EXERCISE AIM
For each record, copy the text exactly and omit any picture it holds.

Collected data:
• • • •

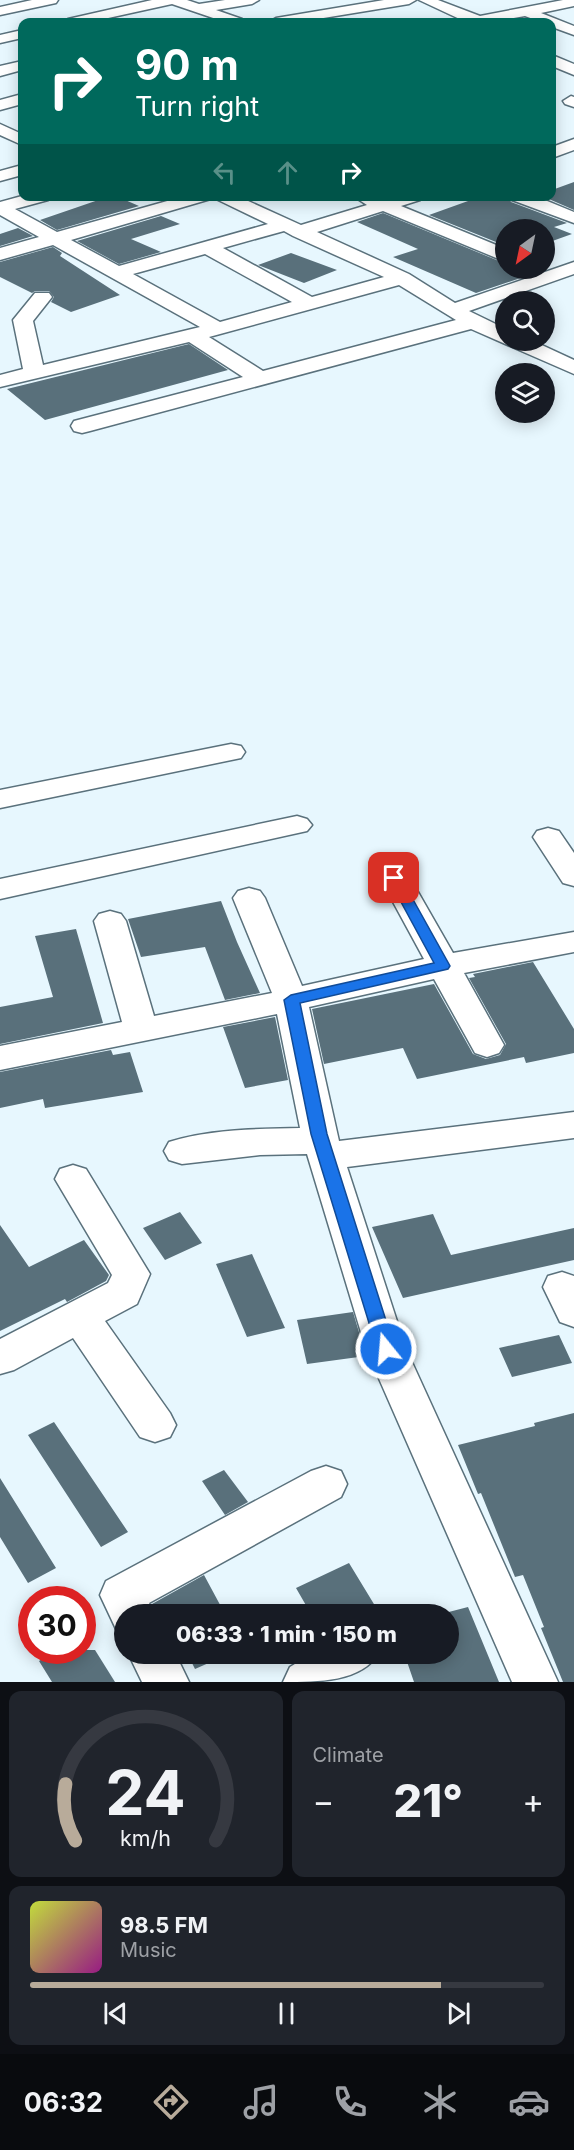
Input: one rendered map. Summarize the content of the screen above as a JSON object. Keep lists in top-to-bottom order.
{
  "north": "bottom left",
  "page": {
    "turn": ["90 m", "Turn right"],
    "limit": "30",
    "trip": "06:33 · 1 min · 150 m",
    "tile": "Climate",
    "heat": ["−", "21°", "+"],
    "song": ["98.5 FM", "Music"],
    "tabs": "06:32",
    "gauge": ["24", "km/h"]
  }
}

• • • •

YOUR SOLUTION
Input: one rendered map. Summarize the content of the screen above as a JSON object. Keep lists in top-to-bottom order.
{
  "north": "bottom left",
  "page": {
    "turn": ["90 m", "Turn right"],
    "limit": "30",
    "trip": "06:33 · 1 min · 150 m",
    "tile": "Climate",
    "heat": ["−", "21°", "+"],
    "song": ["98.5 FM", "Music"],
    "tabs": "06:32",
    "gauge": ["24", "km/h"]
  }
}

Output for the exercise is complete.